Gemäß diesen Regeln können Arbeitgeber nun autorisierte alternative Verfahren verwenden, um Dokumente elektronisch zu überprüfen. Dies umfasst die Videoüberprüfung oder die digitale Einreichung über sichere Plattformen. Zu den wichtigsten Anforderungen gehören: Aufbewahrung klarer und lesbarer Kopien der Dokumente, Vermerk von Details zur Fernprüfung auf dem Formular I-9 und Sicherstellung, dass der Prozess innerhalb von drei Werktagen nach dem Arbeitsbeginn des Mitarbeiters abgeschlossen ist. Nichteinhaltung kann zu Strafen von 272 bis 2.701 US-Dollar pro Formular führen, was die Notwendigkeit zuverlässiger Tools unterstreicht.
Elektronische Signaturlösungen spielen hier eine entscheidende Rolle. Sie unterstützen sichere Dokumenten-Uploads, Identitätsauthentifizierung und elektronische Signaturen und erstellen gleichzeitig einen Prüfpfad, der den DHS-Standards entspricht. Plattformen müssen Funktionen wie manipulationssichere Siegel und Identitätsnachweisintegrationen unterstützen, um die DHS-Anforderungen an „angemessene Maßnahmen“ für die Fernprüfung zu erfüllen.
DocuSign für die Formular I-9-Verifizierung nutzen
DocuSign, ein führender Anbieter von elektronischen Signaturen, bietet über seine eSignature-Plattform robuste Funktionen für die Formular I-9-Compliance. Unternehmen können das Formular I-9 und unterstützende Ausweisdokumente direkt in einen DocuSign-Umschlag hochladen, sodass Remote-Mitarbeiter diese über einen sicheren Link überprüfen, signieren und einreichen können. Der Prozess beginnt damit, dass der Arbeitgeber eine Formular I-9-Vorlage erstellt, in die Mitarbeiterdetails und Dokumenten-Upload-Felder integriert werden.
Für die DHS-Fernprüfung ist das Identitätsprüfungs-Add-on (IDV) von DocuSign besonders nützlich. Es unterstützt die Dokumentenauthentifizierung durch ID-Prüfungen, biometrische Verifizierung und SMS-Zustellung, was mit der Betonung der Regeln auf sichere Fernprüfungen übereinstimmt. Sobald Dokumente eingereicht wurden, generiert DocuSign ein Abschlusszertifikat mit Zeitstempeln und Unterzeichnerprotokollen, das Arbeitgeber verwenden können, um das Formular I-9 nach Bedarf zu vermerken. Die Integration mit HR-Systemen wie Workday oder BambooHR automatisiert den Workflow weiter und reduziert manuelle Fehler.

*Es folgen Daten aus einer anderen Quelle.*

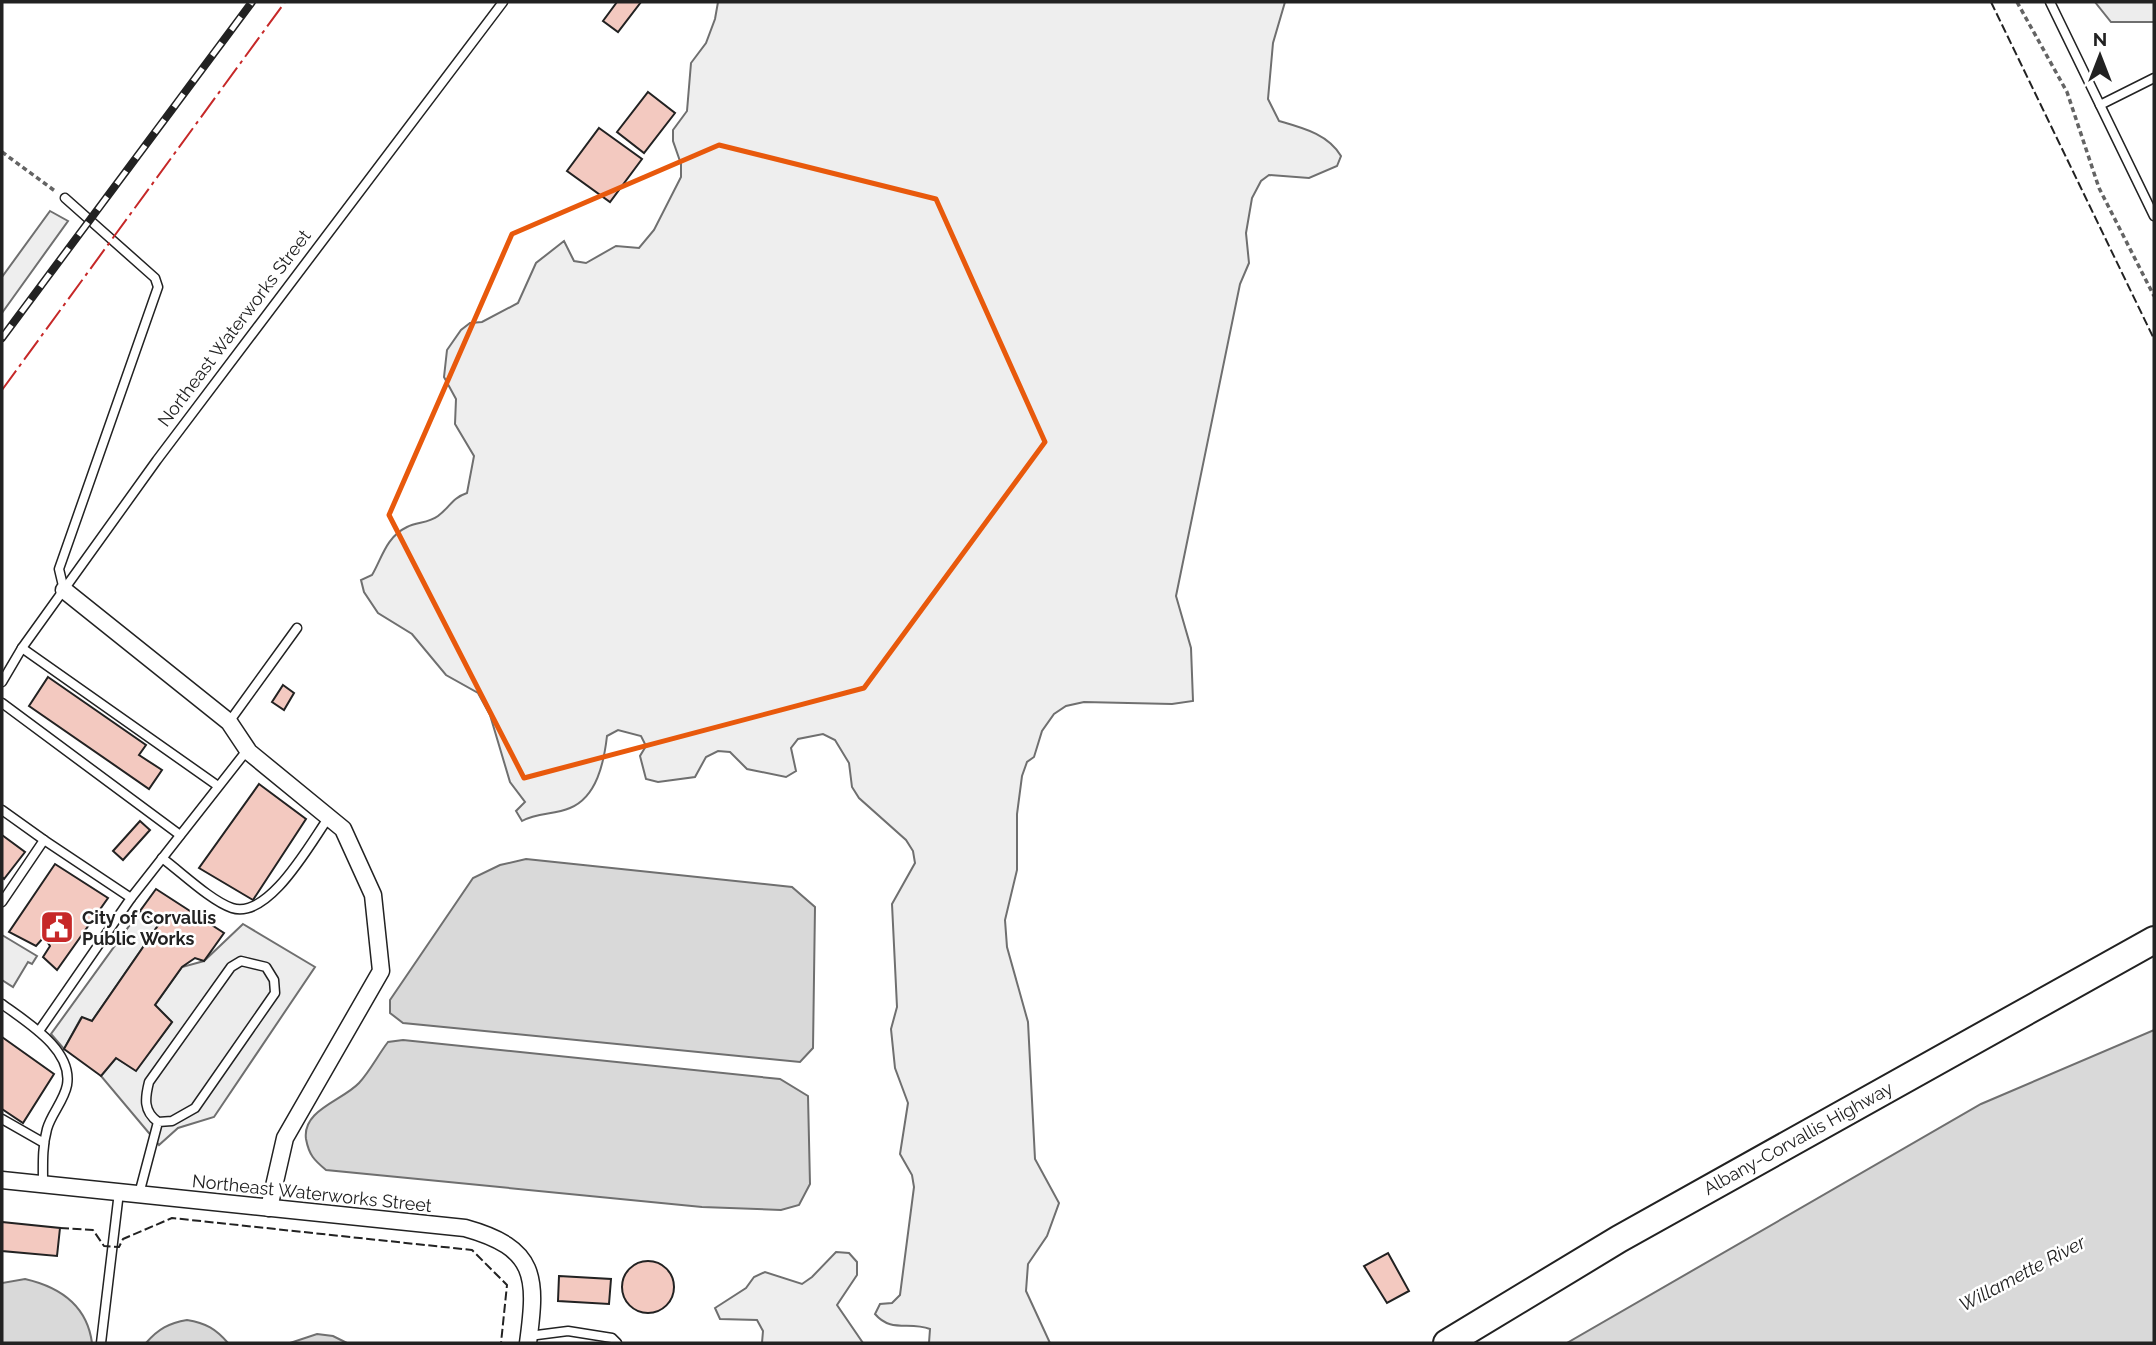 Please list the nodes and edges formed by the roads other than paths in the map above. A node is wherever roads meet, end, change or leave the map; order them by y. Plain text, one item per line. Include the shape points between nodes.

Die Preisgestaltung von DocuSign für diesen Anwendungsfall fällt typischerweise unter den Business Pro-Plan, der 40 US-Dollar pro Benutzer und Monat (jährliche Abrechnung) kostet und den Massenversand für das Onboarding mehrerer neuer Mitarbeiter beinhaltet. Add-ons wie IDV verursachen jedoch nutzungsabhängige Gebühren, die sich bei hohem Verifizierungsvolumen summieren können. Aus geschäftlicher Sicht verbessert diese Einrichtung die Effizienz, erfordert jedoch eine sorgfältige Konfiguration, um die DHS-Compliance sicherzustellen, z. B. die Aktivierung von Zugriffscodes und Prüfpfaden.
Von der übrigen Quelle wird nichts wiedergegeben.